* Assignment *
In the data that follows, how many lines include the string "paths"? Answer with the number alone.

* Source data *
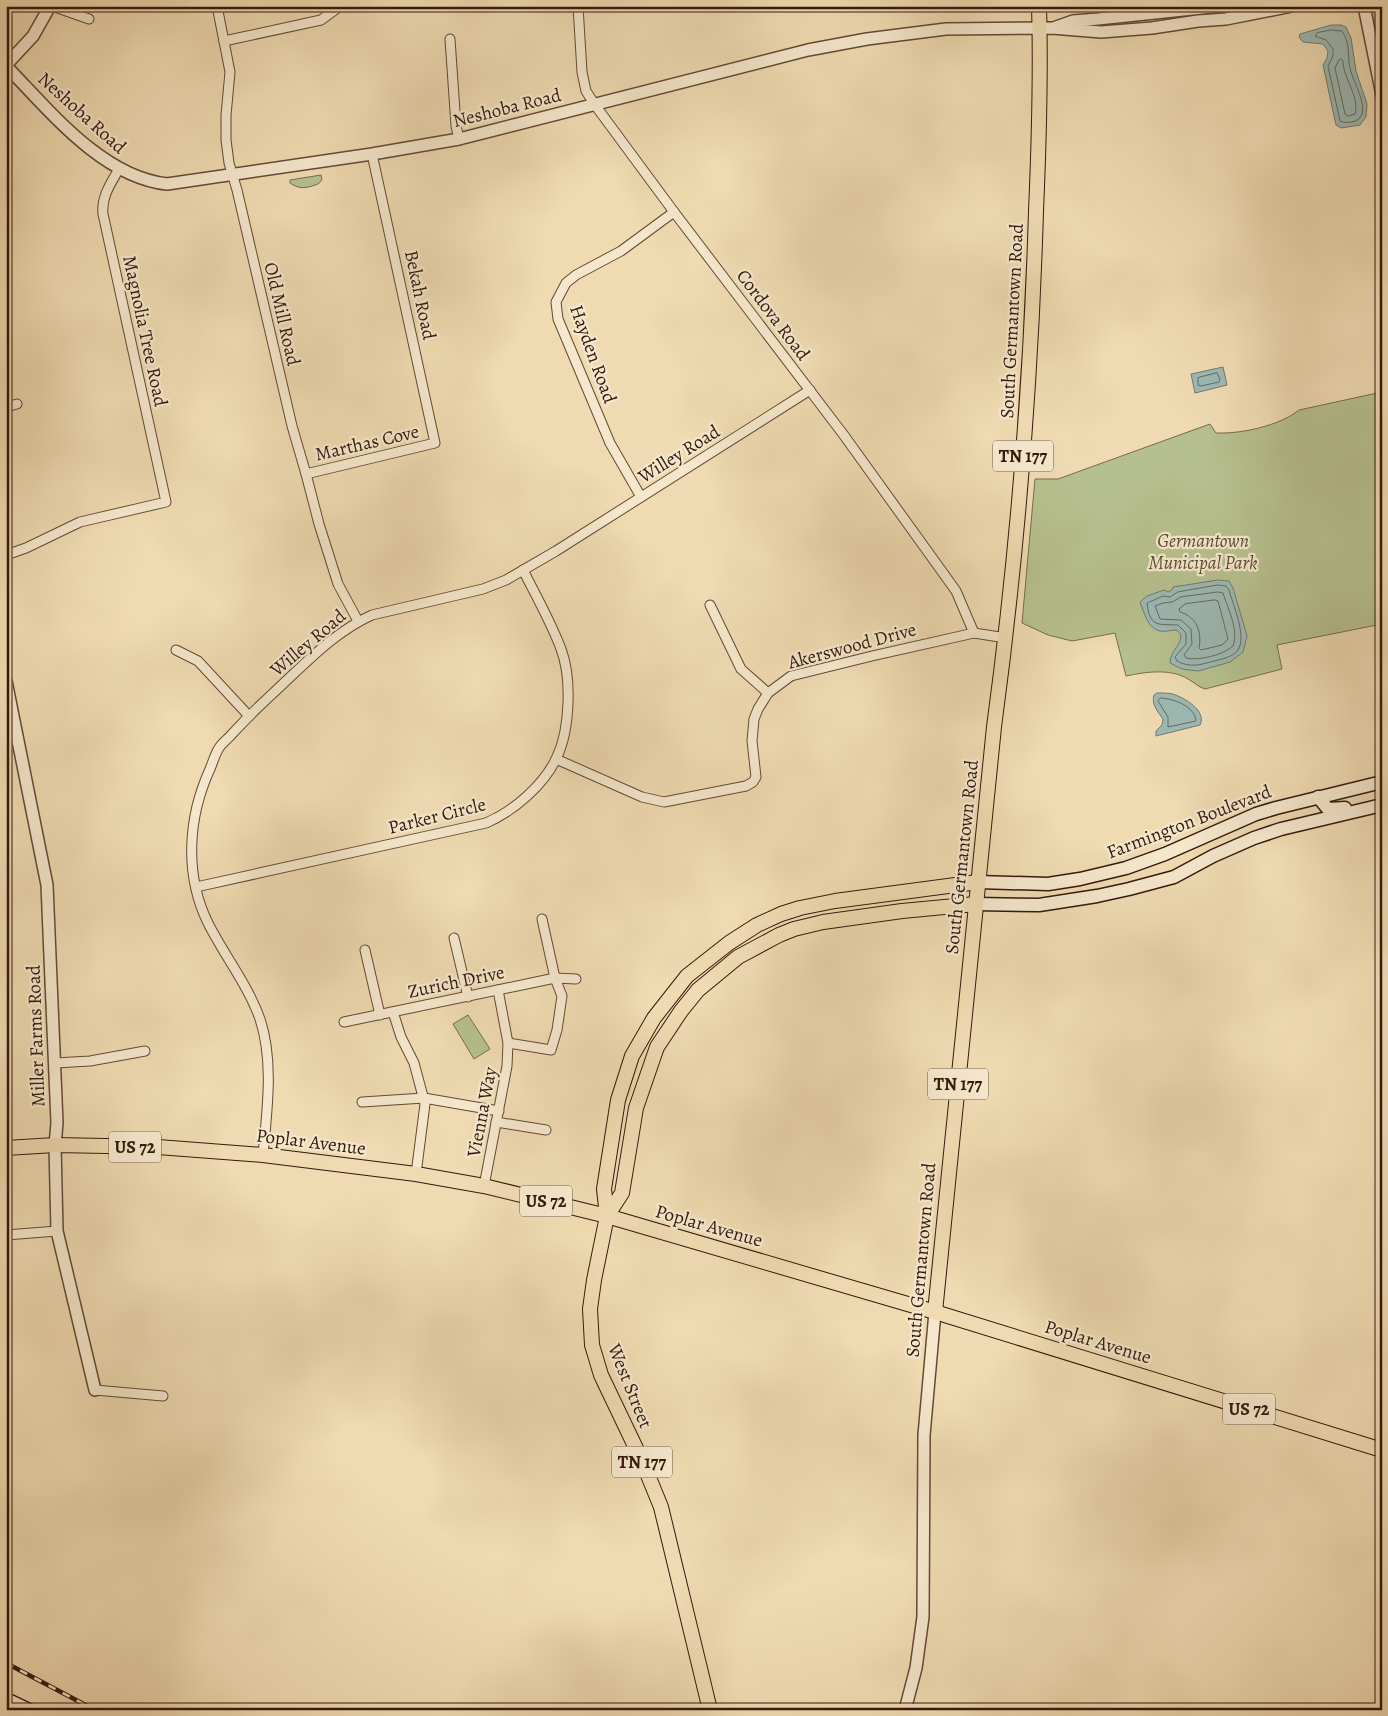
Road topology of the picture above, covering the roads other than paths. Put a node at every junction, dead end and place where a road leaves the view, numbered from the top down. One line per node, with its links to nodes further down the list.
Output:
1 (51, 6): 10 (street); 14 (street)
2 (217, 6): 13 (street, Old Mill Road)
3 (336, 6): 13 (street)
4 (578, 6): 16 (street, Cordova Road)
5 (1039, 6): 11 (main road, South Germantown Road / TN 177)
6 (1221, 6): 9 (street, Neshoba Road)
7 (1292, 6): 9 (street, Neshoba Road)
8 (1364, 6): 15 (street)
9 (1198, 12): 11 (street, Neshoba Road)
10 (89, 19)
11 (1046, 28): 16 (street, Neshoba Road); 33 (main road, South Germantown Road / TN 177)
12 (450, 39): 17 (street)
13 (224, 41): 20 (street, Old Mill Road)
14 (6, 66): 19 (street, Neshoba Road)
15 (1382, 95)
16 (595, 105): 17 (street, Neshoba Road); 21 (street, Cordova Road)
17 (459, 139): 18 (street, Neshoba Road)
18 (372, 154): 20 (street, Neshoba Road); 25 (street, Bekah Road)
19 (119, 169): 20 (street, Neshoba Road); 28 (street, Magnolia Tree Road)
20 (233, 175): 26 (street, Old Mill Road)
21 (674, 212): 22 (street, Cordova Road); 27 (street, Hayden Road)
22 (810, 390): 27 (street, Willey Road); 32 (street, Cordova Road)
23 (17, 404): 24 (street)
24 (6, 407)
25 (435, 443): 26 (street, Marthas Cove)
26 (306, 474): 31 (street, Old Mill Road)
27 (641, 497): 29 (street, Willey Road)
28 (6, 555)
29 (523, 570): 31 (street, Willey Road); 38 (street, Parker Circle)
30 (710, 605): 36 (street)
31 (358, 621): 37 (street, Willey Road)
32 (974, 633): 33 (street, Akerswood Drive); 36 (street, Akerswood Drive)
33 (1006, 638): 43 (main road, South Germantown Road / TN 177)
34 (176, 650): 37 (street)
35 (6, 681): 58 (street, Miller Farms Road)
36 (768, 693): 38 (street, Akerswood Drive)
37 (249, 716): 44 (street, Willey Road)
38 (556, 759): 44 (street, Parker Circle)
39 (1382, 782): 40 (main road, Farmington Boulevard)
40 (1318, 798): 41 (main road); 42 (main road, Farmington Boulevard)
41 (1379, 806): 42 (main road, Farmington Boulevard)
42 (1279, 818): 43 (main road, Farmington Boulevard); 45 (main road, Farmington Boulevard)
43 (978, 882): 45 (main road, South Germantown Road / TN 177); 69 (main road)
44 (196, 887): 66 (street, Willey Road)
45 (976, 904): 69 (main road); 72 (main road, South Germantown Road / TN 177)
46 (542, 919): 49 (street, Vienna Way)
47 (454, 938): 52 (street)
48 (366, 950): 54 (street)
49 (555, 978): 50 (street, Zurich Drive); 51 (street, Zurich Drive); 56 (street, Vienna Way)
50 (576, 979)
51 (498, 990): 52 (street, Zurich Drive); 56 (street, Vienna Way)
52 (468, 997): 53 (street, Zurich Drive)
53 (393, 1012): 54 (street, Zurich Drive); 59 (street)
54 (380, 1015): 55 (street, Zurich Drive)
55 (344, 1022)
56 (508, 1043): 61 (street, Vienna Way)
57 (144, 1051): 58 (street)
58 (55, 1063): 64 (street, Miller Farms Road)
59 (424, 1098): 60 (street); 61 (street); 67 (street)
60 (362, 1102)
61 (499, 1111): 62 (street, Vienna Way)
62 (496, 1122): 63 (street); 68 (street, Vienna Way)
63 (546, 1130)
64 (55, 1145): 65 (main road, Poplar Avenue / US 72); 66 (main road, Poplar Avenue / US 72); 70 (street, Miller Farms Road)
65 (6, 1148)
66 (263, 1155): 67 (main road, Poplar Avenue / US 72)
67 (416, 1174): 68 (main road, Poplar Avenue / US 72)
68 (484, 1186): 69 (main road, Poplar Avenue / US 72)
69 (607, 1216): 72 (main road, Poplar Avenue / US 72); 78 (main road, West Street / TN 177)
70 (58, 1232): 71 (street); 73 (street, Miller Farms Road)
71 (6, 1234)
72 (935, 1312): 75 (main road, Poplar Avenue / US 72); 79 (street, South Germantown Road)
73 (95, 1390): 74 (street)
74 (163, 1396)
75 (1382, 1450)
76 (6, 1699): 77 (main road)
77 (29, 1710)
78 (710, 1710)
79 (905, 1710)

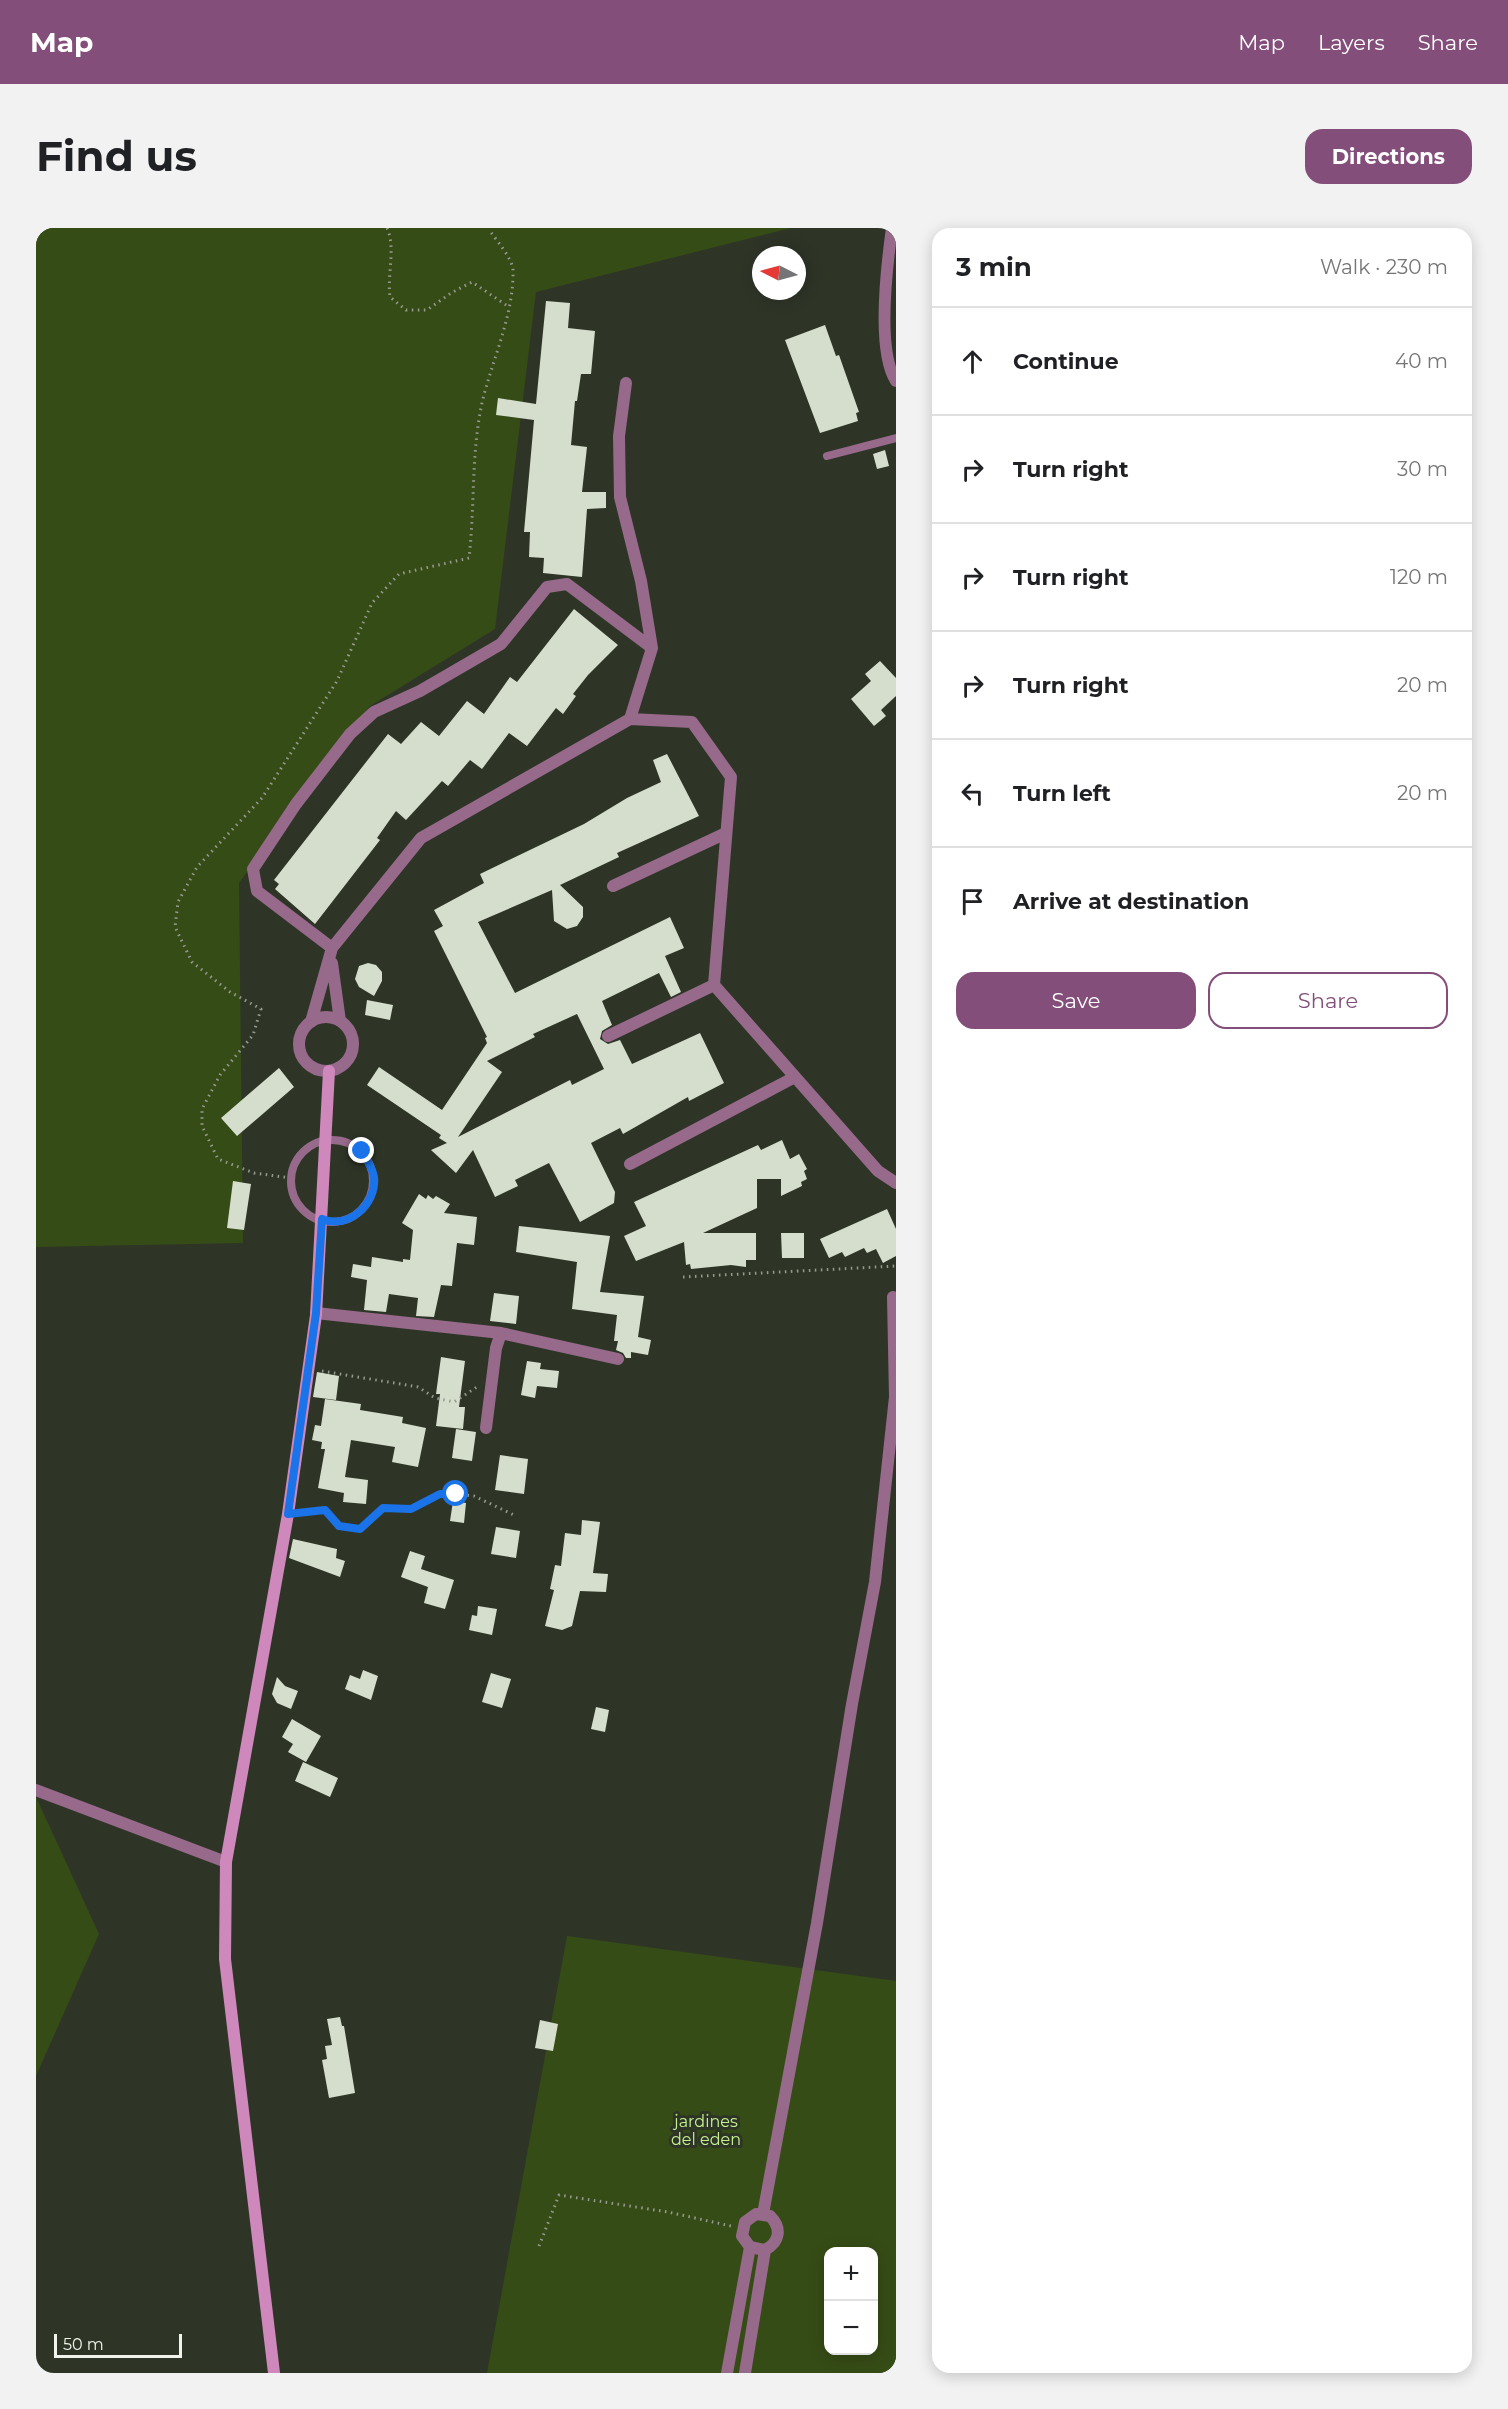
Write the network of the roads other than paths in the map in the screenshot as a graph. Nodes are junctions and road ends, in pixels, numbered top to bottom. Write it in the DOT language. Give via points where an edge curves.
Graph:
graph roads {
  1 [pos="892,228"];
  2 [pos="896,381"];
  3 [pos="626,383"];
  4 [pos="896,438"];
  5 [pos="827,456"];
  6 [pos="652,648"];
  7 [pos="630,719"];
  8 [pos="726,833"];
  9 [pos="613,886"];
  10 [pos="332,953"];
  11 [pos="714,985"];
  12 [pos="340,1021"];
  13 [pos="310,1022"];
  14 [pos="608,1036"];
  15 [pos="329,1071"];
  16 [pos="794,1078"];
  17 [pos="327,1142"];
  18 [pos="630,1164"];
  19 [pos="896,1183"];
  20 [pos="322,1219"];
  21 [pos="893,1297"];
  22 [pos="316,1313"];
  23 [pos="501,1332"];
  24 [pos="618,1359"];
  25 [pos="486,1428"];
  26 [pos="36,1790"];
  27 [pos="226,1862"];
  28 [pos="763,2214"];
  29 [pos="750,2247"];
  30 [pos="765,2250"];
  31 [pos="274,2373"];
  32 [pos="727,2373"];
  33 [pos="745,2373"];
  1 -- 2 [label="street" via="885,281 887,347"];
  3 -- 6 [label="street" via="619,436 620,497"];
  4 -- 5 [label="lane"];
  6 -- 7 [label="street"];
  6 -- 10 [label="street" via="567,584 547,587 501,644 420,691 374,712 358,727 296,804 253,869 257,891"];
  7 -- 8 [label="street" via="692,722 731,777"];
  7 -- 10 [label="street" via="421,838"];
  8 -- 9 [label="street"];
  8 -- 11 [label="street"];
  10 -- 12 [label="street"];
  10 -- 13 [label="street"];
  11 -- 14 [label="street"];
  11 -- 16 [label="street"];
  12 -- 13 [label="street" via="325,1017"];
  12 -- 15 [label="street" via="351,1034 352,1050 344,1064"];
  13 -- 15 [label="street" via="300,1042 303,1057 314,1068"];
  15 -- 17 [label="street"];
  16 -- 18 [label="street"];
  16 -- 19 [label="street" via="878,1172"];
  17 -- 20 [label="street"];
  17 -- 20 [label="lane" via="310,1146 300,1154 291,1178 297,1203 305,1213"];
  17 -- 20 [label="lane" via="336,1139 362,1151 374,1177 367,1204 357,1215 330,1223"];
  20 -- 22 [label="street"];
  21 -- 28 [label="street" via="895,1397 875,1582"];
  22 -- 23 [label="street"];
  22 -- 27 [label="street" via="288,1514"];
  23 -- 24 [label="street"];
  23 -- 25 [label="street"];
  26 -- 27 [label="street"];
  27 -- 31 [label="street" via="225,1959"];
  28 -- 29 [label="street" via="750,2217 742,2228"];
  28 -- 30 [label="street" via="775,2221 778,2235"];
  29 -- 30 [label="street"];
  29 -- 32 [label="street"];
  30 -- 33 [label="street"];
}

* Response box *
2